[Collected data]
━━━━━━━━━━━━━━━━━━━━━━━━━━━━━━

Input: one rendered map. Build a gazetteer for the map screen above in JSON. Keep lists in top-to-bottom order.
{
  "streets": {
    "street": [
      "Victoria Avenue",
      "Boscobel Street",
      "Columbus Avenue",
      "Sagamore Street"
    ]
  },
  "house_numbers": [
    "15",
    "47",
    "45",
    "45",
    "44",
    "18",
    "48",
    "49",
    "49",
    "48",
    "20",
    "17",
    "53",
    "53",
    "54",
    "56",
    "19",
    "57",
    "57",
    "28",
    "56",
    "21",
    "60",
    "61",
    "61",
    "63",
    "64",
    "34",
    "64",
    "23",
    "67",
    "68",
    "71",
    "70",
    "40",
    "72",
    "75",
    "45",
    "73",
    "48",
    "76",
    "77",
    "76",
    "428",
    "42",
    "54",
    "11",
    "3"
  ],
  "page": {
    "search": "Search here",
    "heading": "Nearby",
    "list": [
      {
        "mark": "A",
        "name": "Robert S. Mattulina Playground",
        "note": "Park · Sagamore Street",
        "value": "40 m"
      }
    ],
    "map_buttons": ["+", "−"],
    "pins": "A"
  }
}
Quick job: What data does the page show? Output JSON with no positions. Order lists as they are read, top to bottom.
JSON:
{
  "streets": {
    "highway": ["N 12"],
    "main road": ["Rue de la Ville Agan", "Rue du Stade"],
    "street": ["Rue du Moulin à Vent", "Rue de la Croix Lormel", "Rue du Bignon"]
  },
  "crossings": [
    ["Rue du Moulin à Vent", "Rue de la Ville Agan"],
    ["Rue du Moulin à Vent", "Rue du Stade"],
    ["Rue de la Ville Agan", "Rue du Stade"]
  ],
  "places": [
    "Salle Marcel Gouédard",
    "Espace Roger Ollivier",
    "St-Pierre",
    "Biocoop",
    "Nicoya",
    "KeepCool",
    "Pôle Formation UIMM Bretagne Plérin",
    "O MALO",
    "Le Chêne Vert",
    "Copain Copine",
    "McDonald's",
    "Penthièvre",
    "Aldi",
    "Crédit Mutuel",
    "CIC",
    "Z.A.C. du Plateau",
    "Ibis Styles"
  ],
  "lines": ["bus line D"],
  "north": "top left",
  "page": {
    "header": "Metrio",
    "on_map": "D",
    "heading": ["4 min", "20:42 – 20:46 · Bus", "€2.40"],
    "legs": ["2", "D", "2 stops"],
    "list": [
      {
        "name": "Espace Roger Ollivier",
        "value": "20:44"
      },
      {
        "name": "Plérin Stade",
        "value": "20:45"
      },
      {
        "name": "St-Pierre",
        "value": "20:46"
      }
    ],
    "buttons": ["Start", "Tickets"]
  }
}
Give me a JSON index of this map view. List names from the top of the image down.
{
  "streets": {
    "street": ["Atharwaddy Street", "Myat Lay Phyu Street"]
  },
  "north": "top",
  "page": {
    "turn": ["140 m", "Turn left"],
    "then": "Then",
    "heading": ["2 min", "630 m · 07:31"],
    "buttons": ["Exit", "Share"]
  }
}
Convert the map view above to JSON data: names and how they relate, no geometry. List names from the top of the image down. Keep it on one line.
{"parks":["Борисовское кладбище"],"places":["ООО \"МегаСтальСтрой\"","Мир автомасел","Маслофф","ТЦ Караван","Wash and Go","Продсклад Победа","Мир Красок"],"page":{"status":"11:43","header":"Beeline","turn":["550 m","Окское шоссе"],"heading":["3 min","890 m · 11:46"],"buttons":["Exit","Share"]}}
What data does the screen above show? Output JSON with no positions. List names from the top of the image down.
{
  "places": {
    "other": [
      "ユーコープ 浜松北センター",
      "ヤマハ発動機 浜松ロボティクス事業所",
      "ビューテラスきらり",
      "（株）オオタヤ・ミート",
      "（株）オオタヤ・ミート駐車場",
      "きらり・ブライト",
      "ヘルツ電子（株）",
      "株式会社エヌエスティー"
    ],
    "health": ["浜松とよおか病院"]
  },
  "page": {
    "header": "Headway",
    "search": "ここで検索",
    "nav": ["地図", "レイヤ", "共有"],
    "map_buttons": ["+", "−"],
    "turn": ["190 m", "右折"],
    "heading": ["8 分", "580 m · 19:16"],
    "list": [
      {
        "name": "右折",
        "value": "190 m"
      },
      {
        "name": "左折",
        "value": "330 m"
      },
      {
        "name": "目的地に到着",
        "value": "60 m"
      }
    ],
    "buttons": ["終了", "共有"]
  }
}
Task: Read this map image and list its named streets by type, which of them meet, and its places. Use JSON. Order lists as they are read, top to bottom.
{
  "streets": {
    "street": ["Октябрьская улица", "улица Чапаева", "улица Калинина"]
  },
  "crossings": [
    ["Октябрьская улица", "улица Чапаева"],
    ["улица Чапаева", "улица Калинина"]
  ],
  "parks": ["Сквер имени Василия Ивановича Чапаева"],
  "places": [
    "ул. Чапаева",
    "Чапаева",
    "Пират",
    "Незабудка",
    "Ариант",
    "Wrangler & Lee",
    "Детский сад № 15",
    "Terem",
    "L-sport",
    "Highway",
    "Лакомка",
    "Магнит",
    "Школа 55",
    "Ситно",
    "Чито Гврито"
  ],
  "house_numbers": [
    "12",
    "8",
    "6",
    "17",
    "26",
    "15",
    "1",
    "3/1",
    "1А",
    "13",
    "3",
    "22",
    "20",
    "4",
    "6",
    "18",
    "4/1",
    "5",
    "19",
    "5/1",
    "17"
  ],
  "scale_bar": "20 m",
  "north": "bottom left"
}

━━━━━━━━━━━━━━━━━━━━━━━━━━━━━━

_Requirement:_ For this exercise, gather every line of the data that contains the word "from".

_Response to this exercise:_
Give me a JSON index of this map view. List names from the top of the image down.
Convert the map view above to JSON data: names and how they relate, no geometry. List names from the top of the image down. Keep it on one line.
What data does the screen above show? Output JSON with no positions. List names from the top of the image down.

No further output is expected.